EFENova Iorque

O parlamento do estado de Nova Iorque, dominado por democratas, aprovou esta quarta-feira o projeto de lei que permite que o Congresso dos Estados Unidos tenha acesso ao que reivindicou com insistência: a declaração de impostos do presidente Donald Trump, que se recusou divulgá-la.

O projeto, que deverá agora ser assinado pelo governador nova-iorquino, Andrew Cuomo, também democrata e crítico das políticas do presidente, autoriza que a agência fiscal de Nova Iorque, onde Trump mora e tem a base dos seus negócios, entregue os documentos aos comités do Congresso que o solicitaram, desde que estes tenham um objetivo legislativo "específico e legítimo".

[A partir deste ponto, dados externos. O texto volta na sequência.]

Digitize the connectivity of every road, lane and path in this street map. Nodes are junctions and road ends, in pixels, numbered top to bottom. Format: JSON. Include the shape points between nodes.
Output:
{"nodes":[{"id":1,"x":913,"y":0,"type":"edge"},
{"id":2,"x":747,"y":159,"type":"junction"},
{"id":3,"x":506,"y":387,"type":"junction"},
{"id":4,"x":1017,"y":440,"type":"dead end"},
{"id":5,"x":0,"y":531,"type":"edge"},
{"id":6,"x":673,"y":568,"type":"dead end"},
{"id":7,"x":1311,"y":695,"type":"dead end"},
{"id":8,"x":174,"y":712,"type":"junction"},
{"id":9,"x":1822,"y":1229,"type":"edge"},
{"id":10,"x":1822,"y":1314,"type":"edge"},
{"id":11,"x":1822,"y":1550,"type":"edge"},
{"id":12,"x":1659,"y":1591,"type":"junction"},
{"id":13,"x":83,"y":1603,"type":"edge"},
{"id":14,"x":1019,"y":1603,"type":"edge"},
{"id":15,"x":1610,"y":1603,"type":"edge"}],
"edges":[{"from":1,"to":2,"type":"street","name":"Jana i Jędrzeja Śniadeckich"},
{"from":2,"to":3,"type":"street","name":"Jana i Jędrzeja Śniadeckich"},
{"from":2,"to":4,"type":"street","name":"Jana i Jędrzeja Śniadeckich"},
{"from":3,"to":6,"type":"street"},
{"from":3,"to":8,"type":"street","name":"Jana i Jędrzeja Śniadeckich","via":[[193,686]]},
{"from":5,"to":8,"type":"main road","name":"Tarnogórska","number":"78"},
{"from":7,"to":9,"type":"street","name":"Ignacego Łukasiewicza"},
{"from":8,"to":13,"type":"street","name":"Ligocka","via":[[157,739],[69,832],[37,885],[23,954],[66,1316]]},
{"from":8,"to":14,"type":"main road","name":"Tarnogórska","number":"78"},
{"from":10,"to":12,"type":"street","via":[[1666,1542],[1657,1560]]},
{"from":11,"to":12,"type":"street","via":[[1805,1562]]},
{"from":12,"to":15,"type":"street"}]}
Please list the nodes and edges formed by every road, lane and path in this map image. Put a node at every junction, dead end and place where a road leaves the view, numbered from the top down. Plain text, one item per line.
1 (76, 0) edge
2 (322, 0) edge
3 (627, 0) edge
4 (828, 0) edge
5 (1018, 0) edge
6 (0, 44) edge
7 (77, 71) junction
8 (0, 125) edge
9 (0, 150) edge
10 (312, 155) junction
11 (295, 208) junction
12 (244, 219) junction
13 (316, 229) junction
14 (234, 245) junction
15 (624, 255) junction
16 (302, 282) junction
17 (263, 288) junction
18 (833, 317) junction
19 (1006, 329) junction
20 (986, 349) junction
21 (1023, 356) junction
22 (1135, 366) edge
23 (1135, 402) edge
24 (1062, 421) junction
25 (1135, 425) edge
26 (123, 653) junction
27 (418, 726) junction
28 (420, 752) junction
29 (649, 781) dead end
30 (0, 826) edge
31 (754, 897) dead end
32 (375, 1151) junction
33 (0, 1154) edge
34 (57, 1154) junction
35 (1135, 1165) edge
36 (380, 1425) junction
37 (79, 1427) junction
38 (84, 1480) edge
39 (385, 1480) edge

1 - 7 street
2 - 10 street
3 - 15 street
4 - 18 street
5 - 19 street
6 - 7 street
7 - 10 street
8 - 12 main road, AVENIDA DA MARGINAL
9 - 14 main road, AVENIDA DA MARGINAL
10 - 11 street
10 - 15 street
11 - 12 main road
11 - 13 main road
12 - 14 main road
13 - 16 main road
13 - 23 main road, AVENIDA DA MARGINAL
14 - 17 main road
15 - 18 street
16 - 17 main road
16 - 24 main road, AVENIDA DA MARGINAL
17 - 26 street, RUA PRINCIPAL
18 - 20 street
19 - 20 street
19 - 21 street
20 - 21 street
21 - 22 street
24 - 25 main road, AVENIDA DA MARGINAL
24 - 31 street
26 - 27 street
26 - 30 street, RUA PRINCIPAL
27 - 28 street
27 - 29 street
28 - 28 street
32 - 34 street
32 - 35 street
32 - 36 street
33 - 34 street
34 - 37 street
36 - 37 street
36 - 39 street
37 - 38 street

Os republicanos, que pela primeira vez em dez anos são minoria nas câmaras legislativas de Nova Iorque, reagiram imediatamente declarando que se trata de um ato de "abuso de poder" e que as leis serão usadas como armas políticas contra o presidente.

A proposta de lei foi aprovada depois de ter recebido emendas para esclarecer que a medida só será aplicada sobre funcionários eleitos em nível federal, estatal ou local, e alguns funcionários de alta categoria, com o objetivo de que esta legislação não afete a privacidade dos cidadãos contribuintes.

A medida, que já tinha passado pelo Senado estatal na semana passada, foi aprovada depois do secretário do Tesouro dos EUA, Steven Mnuchin, se ter recusado a entregar ao Congresso várias declarações de impostos de Trump.

Os democratas do Congresso tinham exigido ao Tesouro essa informação para identificar os laços empresariais do presidente e descartar que haja conflitos de interesse nas suas ações.

Trump é o primeiro presidente americano desde Gerald Ford (1974-1977) a não divulgar anualmente a sua declaração de impostos, uma tradição que os seus antecessores consideravam parte do seu dever de transparência e prestação de contas.

A expectativa é que Trump, que esta quarta-feira enfrentou um revés judicial em Nova Iorque na sua tentativa de impedir que o Congresso conheça detalhes das suas finanças, leve esta lei aos tribunais.

Além disso, um juiz federal decidiu esta quarta-feira que o banco alemão Deutsche Bank e o americano Capital One podem entregar informação financeira de Trump aos dois comités do Congresso que a solicitaram.